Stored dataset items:

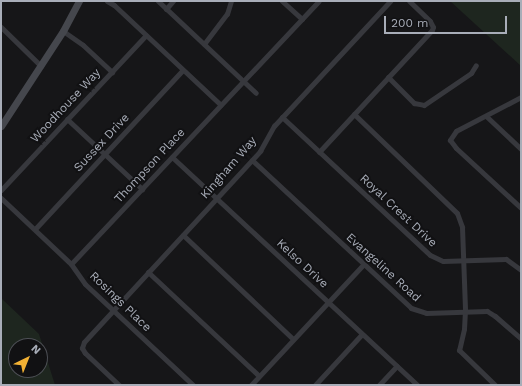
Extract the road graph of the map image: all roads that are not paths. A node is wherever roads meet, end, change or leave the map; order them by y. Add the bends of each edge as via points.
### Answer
1 (79, 1) edge
2 (107, 1) edge
3 (158, 1) edge
4 (173, 1) edge
5 (232, 1) edge
6 (282, 1) edge
7 (319, 1) edge
8 (390, 1) edge
9 (409, 1) edge
10 (166, 9) junction
11 (302, 19) junction
12 (1, 27) edge
13 (63, 31) junction
14 (146, 35) junction
15 (204, 44) junction
16 (476, 65) dead end
17 (41, 66) junction
18 (183, 70) junction
19 (112, 72) junction
20 (388, 77) junction
21 (244, 81) junction
22 (256, 93) dead end
23 (521, 97) edge
24 (221, 105) junction
25 (354, 114) junction
26 (486, 116) junction
27 (282, 117) junction
28 (67, 119) junction
29 (1, 126) edge
30 (521, 149) edge
31 (319, 152) junction
32 (105, 154) junction
33 (172, 157) junction
34 (252, 160) junction
35 (142, 189) junction
36 (1, 190) edge
37 (1, 198) edge
38 (217, 198) junction
39 (521, 208) edge
40 (35, 230) junction
41 (183, 235) junction
42 (464, 260) junction
43 (71, 264) junction
44 (363, 265) junction
45 (521, 270) edge
46 (148, 272) junction
47 (328, 302) junction
48 (465, 310) junction
49 (113, 311) junction
50 (362, 334) junction
51 (293, 339) junction
52 (521, 339) edge
53 (397, 366) junction
54 (259, 376) junction
55 (119, 385) edge
56 (194, 385) edge
57 (251, 385) edge
58 (314, 385) edge
59 (379, 385) edge
60 (417, 385) edge
61 (495, 385) edge

1 - 13 street
2 - 14 street
3 - 10 street
4 - 10 street
5 - 15 street via 227,14
6 - 11 street
7 - 11 street, Thompson Place
8 - 27 street, Kingham Way
9 - 20 street via 433,27
10 - 15 street
11 - 21 street, Thompson Place
12 - 17 street
13 - 17 street
13 - 19 street via 83,45
14 - 18 street
14 - 19 street, Woodhouse Way
15 - 21 street
16 - 20 street via 471,73 424,105 414,102
17 - 29 street
18 - 24 street
18 - 32 street, Sussex Drive
19 - 28 street, Woodhouse Way
20 - 25 street
21 - 22 street
21 - 24 street, Thompson Place
23 - 26 street
24 - 33 street, Thompson Place
25 - 31 street
25 - 42 street via 457,212 462,227
26 - 30 street
26 - 39 street via 456,131 450,140
27 - 31 street, Royal Crest Drive
27 - 34 street, Kingham Way via 271,130 264,147
28 - 32 street
28 - 36 street, Woodhouse Way
31 - 42 street, Royal Crest Drive via 430,255 443,261
32 - 35 street
32 - 40 street, Sussex Drive
33 - 35 street, Thompson Place
33 - 38 street, Kelso Drive
34 - 38 street, Kingham Way
34 - 44 street, Evangeline Road
35 - 43 street, Thompson Place
37 - 40 street, Rosings Place
38 - 41 street, Kingham Way
38 - 47 street, Kelso Drive
40 - 43 street, Rosings Place
41 - 46 street, Kingham Way
41 - 51 street
42 - 45 street, Royal Crest Drive via 506,259
42 - 48 street
43 - 49 street, Rosings Place via 85,284
44 - 47 street
44 - 48 street, Evangeline Road via 405,304 416,310 426,313
46 - 49 street, Kingham Way
46 - 54 street
47 - 50 street, Kelso Drive
47 - 51 street
48 - 52 street, Evangeline Road via 490,312
48 - 61 street via 459,350
49 - 55 street, Kingham Way via 84,342 82,348
49 - 56 street, Rosings Place
50 - 53 street, Kelso Drive
50 - 58 street
51 - 54 street
53 - 59 street
53 - 60 street, Kelso Drive
54 - 57 street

WHAT IS REQUIRED: Copy each line of the preceding data that contains the string "Rosings".

TASK ANSWER:
37 - 40 street, Rosings Place
40 - 43 street, Rosings Place
43 - 49 street, Rosings Place via 85,284
49 - 56 street, Rosings Place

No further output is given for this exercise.